The growth of the new capitalist centers--especially in China and India--has produced an altogether new situation in the global economy. There now exist two pools of comparable labor skills in the new centers and the old Cores, divided by large gaps in the relevant wages, and still separated by strong barriers to their mobility. In itself, this represents a serious disequilibrium in the global economy, the first time such a disequilibrium has emerged on this scale in the markets for medium and high-end labor skills. This disequilibrium contains vast ramifications for the political economy of global capitalism. I can only itemize these ramifications here; their elaboration would require another essay.

First, the disequilibrium in global markets for labor skills will continue to fuel growth in the new centers, directing their capital increasingly to high value-added activities; in the big new centers, such as China and India, this growth can continue for a long time because of their nearly inexhaustible reserves of labor.
Second, the growth of the new centers has been squeezing profits in high value-added industries in the old Cores, forcing them to relocate to the new centers. A direct result of this is a downward pressure on wages of skilled labor in the old Cores.

Third, as the new centers continue to grow and as they continue to upgrade their skills, the competition between the two pools of labor will escalate to affect ever higher skills. This means that the downward pressure on skilled wages in the old Cores is unlikely to be compensated by the upgrading of labor skills. We may be looking at a full spectrum decline in wages in the old Cores.

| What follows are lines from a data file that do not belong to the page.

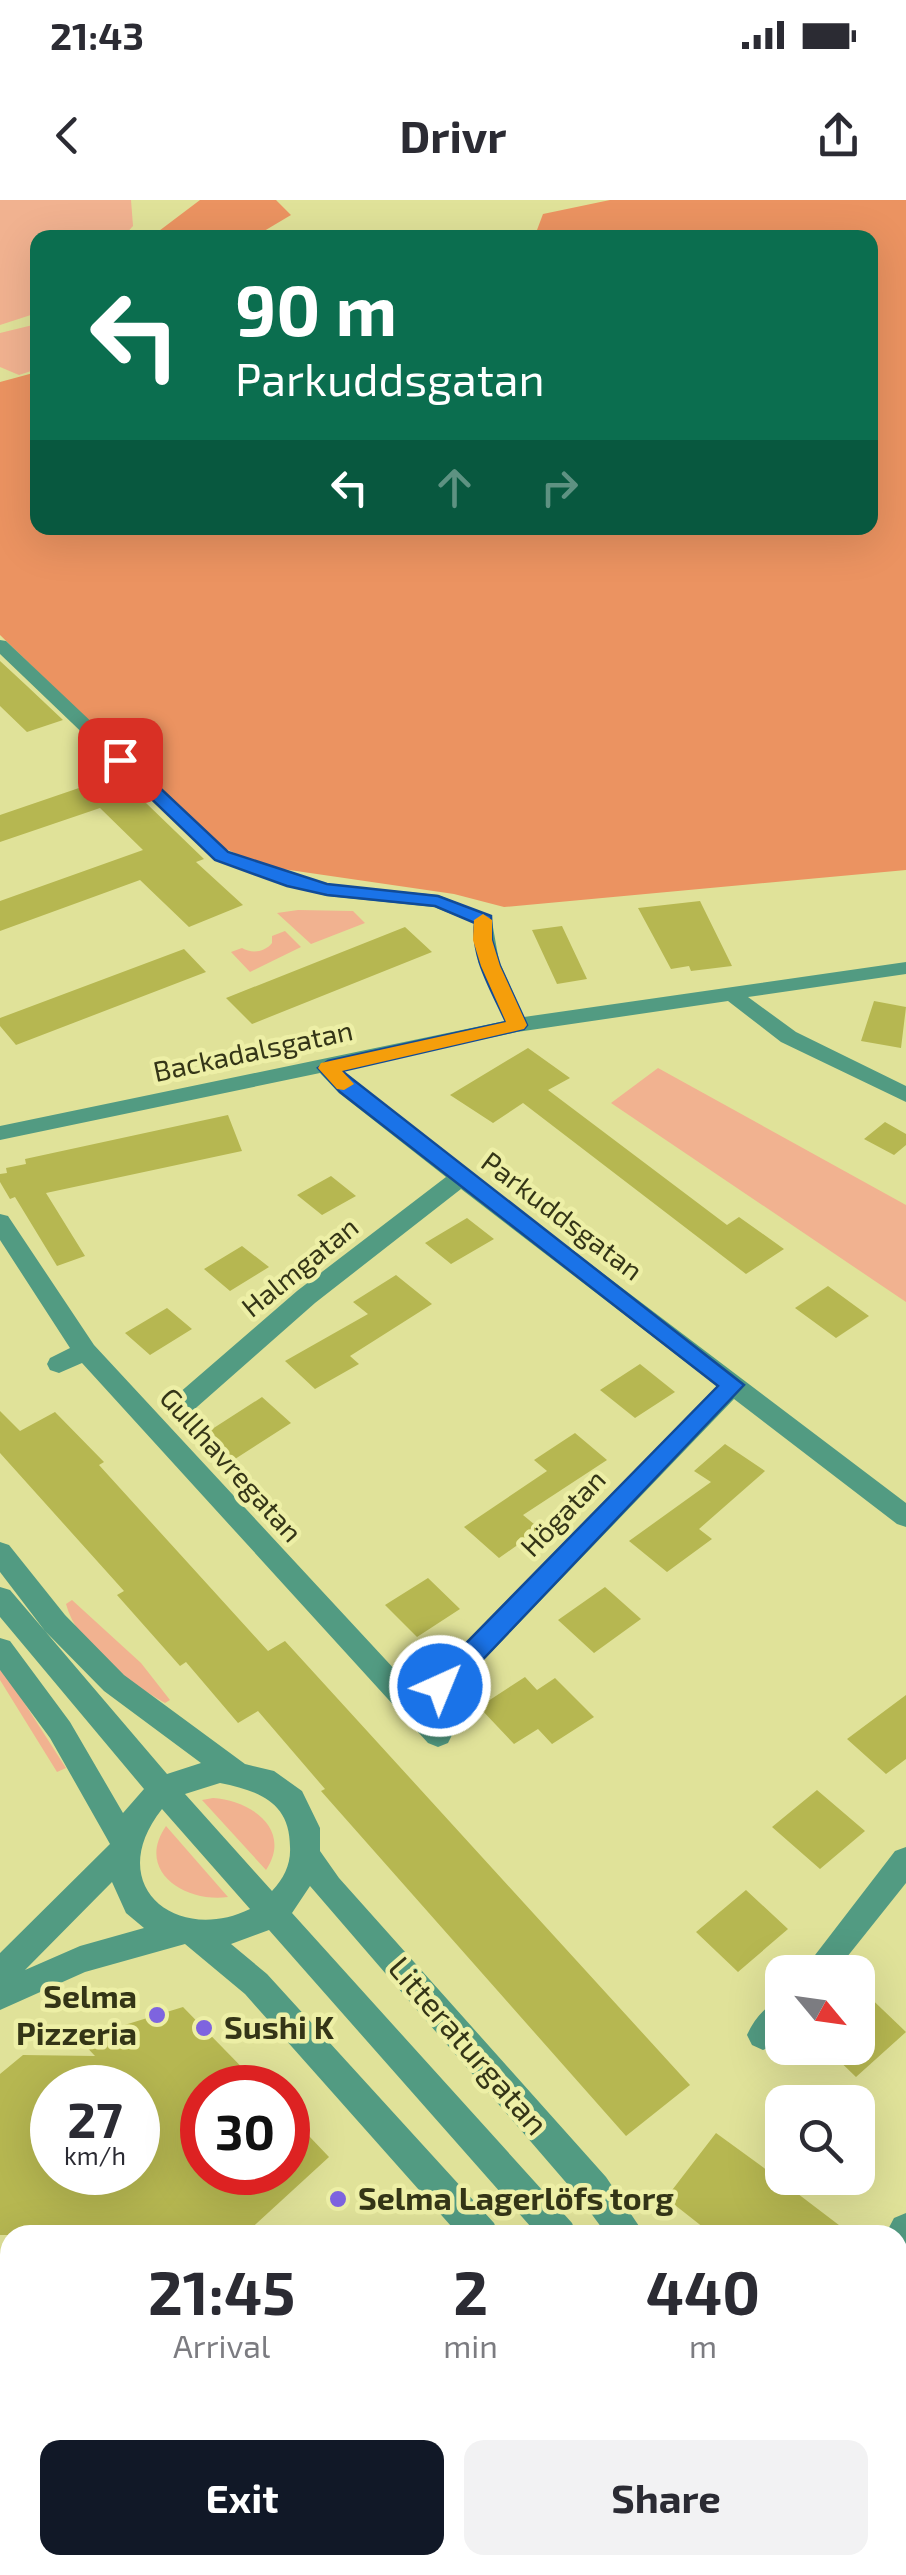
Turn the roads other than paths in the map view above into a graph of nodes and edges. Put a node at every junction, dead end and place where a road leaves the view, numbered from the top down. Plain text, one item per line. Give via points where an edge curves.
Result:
1 (0, 646) edge
2 (906, 968) edge
3 (732, 993) junction
4 (517, 1025) junction
5 (328, 1068) junction
6 (906, 1096) edge
7 (0, 1134) edge
8 (462, 1177) junction
9 (0, 1222) edge
10 (85, 1352) junction
11 (60, 1364) dead end
12 (733, 1385) junction
13 (180, 1408) dead end
14 (906, 1517) edge
15 (0, 1552) edge
16 (0, 1598) edge
17 (0, 1649) edge
18 (440, 1686) dead end
19 (438, 1735) dead end
20 (235, 1772) junction
21 (162, 1789) junction
22 (124, 1847) junction
23 (308, 1858) junction
24 (906, 1860) edge
25 (273, 1912) junction
26 (189, 1931) junction
27 (831, 1955) edge
28 (0, 1974) edge
29 (0, 1996) edge
30 (473, 2225) edge
31 (551, 2225) edge
32 (621, 2225) edge

1 - 4 street via 222,856 327,890 438,901 484,920 490,966
2 - 3 street, Backadalsgatan
3 - 4 street, Backadalsgatan
3 - 6 street via 746,1012
4 - 5 street, Backadalsgatan
5 - 7 street, Backadalsgatan
5 - 8 street, Parkuddsgatan
8 - 12 street, Parkuddsgatan
8 - 13 street, Halmgatan via 306,1297
9 - 10 street, Gullhavregatan
10 - 11 street
10 - 19 street, Gullhavregatan
12 - 14 street, Parkuddsgatan
12 - 18 street, Högatan
15 - 20 street, Litteraturgatan via 55,1623 114,1682
16 - 21 street
17 - 22 street via 60,1730
20 - 21 street via 190,1776
20 - 23 street, Litteraturgatan via 264,1780 296,1806 307,1830
21 - 22 street via 138,1813
21 - 25 street
22 - 26 street via 125,1877 136,1900 157,1919
22 - 28 street
23 - 25 street via 293,1893
23 - 32 street, Litteraturgatan
24 - 27 street
25 - 26 street via 228,1932
25 - 31 street
26 - 29 street via 80,1960
26 - 30 street via 256,1984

Fourth, since the new communications technology is rapidly extending the range of services that are become internationally tradable, the forces of wage-convergence just described will be felt over a growing range of activities, and this will tend to accelerate the speed at which wage-convergence takes place.

Fifth, taken together, these new dynamics are producing an altogether new phenomenon in the history of global capitalism: a decline in the real wages of labor in the capitalist Cores, and this is sure to be accompanied by erosion of many of the gains in working conditions that labor in the Cores had won in the past century.

Sixth, these developments are producing a growing trade imbalance between the new centers and old Cores because the availability of low-wage but efficient skills in the new centers gives them a long-term competitive advantage in a wide and growing range of activities. The imbalance is likely to be largest between the US and the new centers as long as the US dollar remains the world's leading reserve currency.

Seventh, the downward pressure on wages and working conditions may produce a variety of political consequences in the old Cores: protectionism, growing class consciousness, erosion of democracy, and even class warfare. At the international level, the old Cores--in particular, the US--may respond to the crisis by starting wars to convert India and China into the equivalents of Brazil and Mexico.

Eighth, in this new phase of capitalist development, the workers in the Cores may be offered a second chance to launch a revolution against capitalist control of the economy.